*REQUIRED WORK:*
Among the entries below, find all lines that include "junction" and copy them.
━━━━━━━━
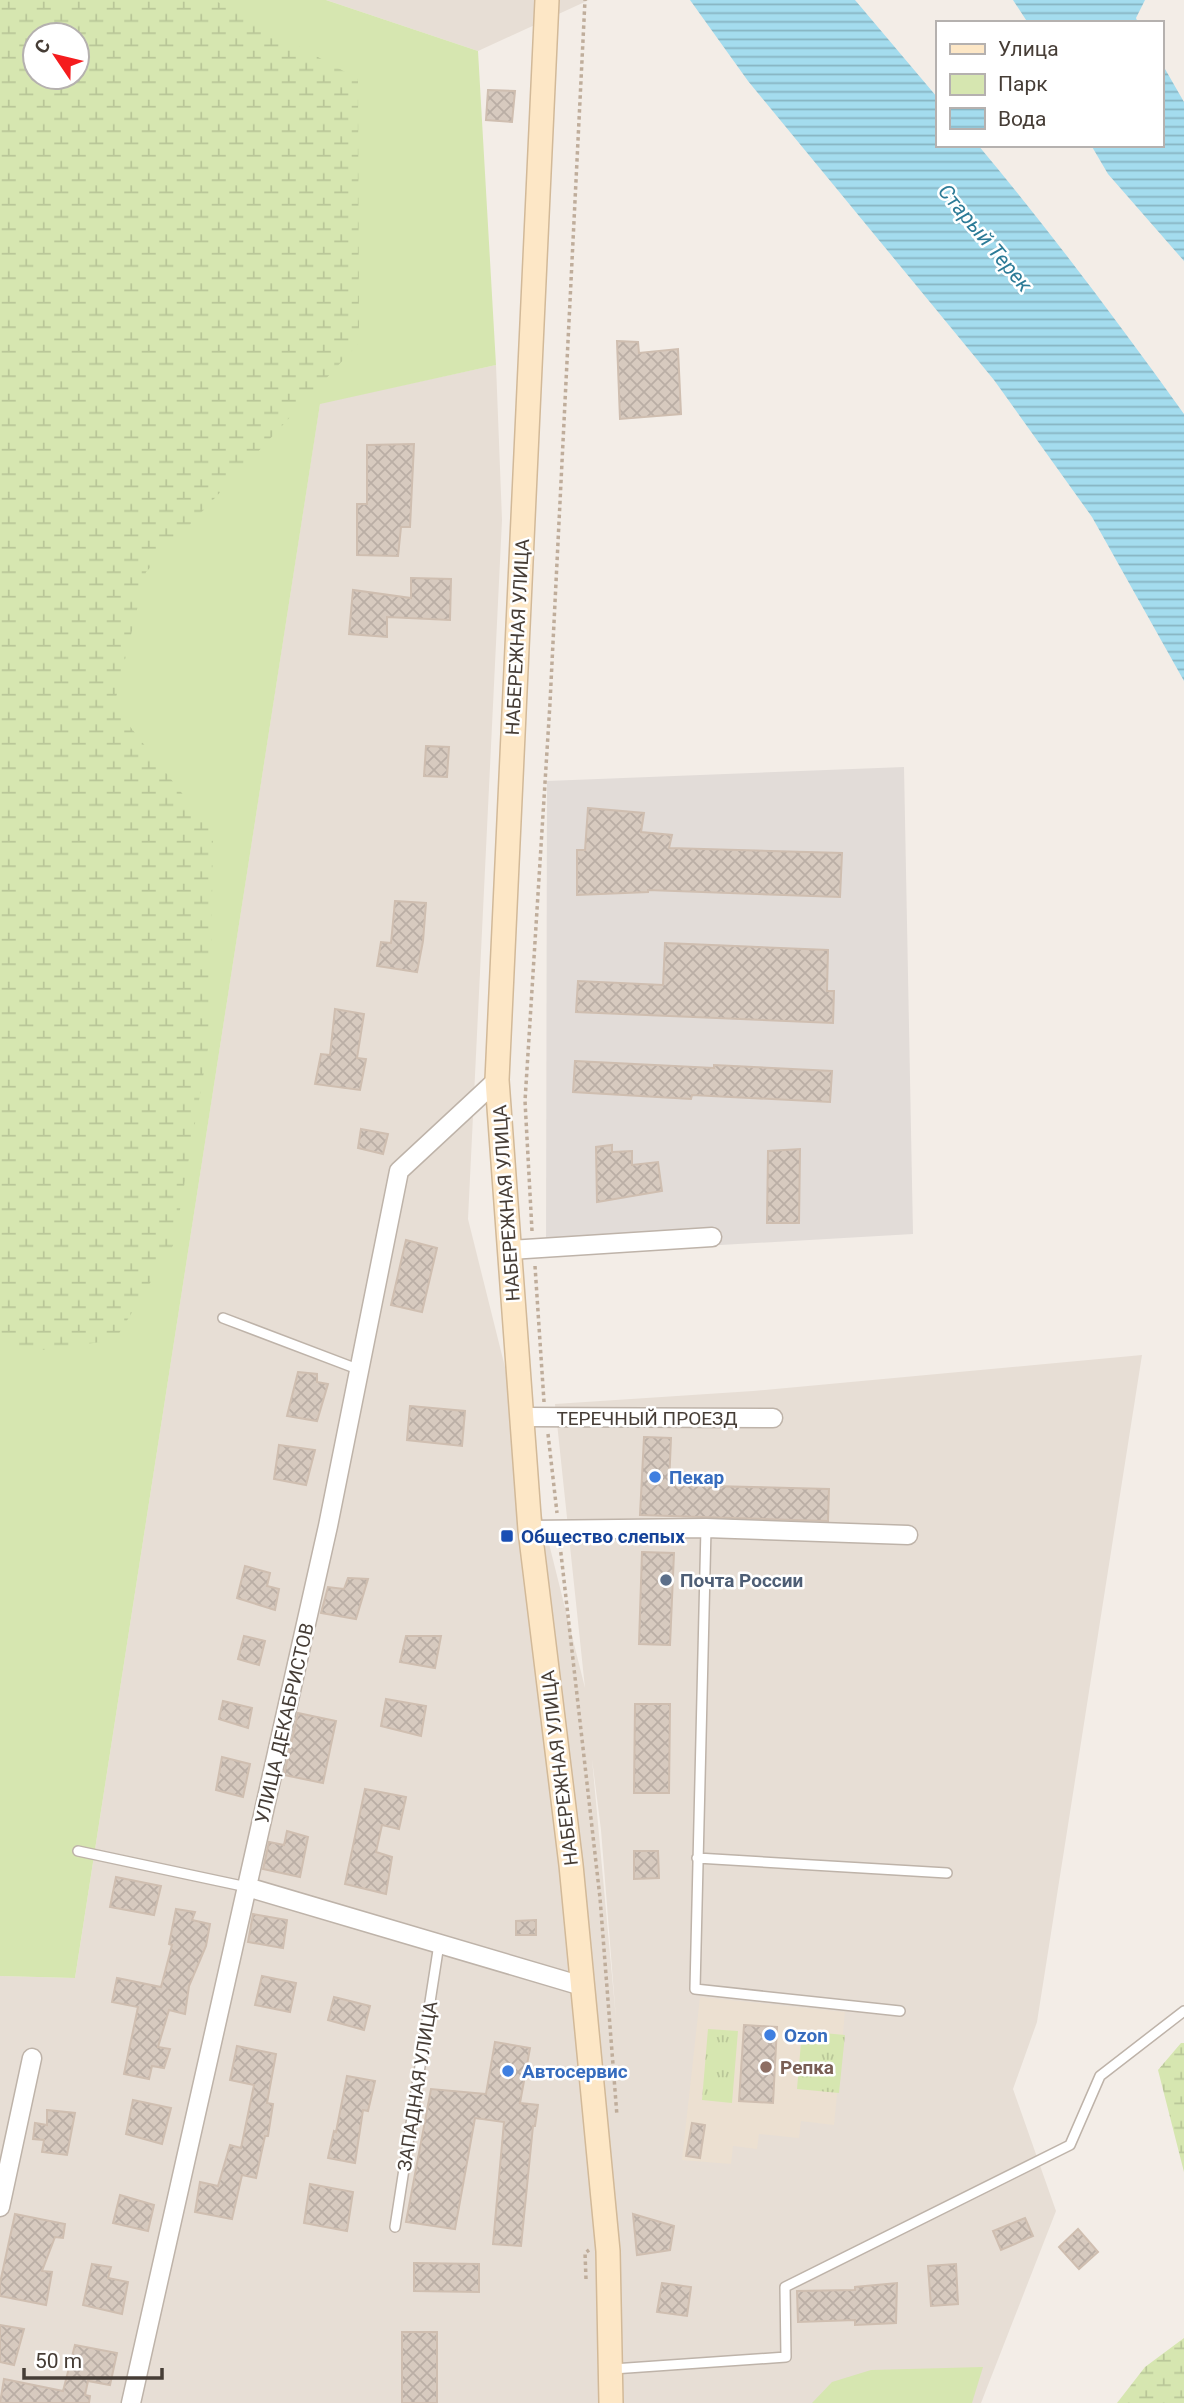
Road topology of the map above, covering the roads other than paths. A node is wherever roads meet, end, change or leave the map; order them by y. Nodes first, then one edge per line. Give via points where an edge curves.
1 (547, 0) edge
2 (497, 1080) junction
3 (712, 1237) dead end
4 (510, 1250) junction
5 (223, 1318) dead end
6 (360, 1370) junction
7 (522, 1417) junction
8 (773, 1418) dead end
9 (706, 1528) junction
10 (530, 1530) junction
11 (908, 1535) dead end
12 (78, 1852) dead end
13 (697, 1858) junction
14 (947, 1873) dead end
15 (247, 1887) junction
16 (439, 1944) junction
17 (582, 1986) junction
18 (900, 2011) dead end
19 (1184, 2011) edge
20 (32, 2058) dead end
21 (0, 2207) edge
22 (395, 2227) dead end
23 (612, 2370) junction
24 (131, 2403) edge
25 (613, 2403) edge

1 - 2 main road, НАБЕРЕЖНАЯ УЛИЦА
2 - 4 main road, НАБЕРЕЖНАЯ УЛИЦА
2 - 6 street, УЛИЦА ДЕКАБРИСТОВ via 400,1171
3 - 4 street
4 - 7 main road, НАБЕРЕЖНАЯ УЛИЦА
5 - 6 lane
6 - 15 street, УЛИЦА ДЕКАБРИСТОВ
7 - 8 street, ТЕРЕЧНЫЙ ПРОЕЗД
7 - 10 main road, НАБЕРЕЖНАЯ УЛИЦА
9 - 10 street
9 - 11 street
9 - 13 lane
10 - 17 main road, НАБЕРЕЖНАЯ УЛИЦА
12 - 15 lane
13 - 14 lane
13 - 18 lane via 695,1989
15 - 16 street
15 - 24 street, УЛИЦА ДЕКАБРИСТОВ
16 - 17 street
16 - 22 lane, ЗАПАДНАЯ УЛИЦА
17 - 23 main road, НАБЕРЕЖНАЯ УЛИЦА via 608,2251
19 - 23 lane via 1100,2077 1070,2145 785,2287 786,2357
20 - 21 street
23 - 25 main road, НАБЕРЕЖНАЯ УЛИЦА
━━━━━━━━
*EXPECTED ANSWER:*
2 (497, 1080) junction
4 (510, 1250) junction
6 (360, 1370) junction
7 (522, 1417) junction
9 (706, 1528) junction
10 (530, 1530) junction
13 (697, 1858) junction
15 (247, 1887) junction
16 (439, 1944) junction
17 (582, 1986) junction
23 (612, 2370) junction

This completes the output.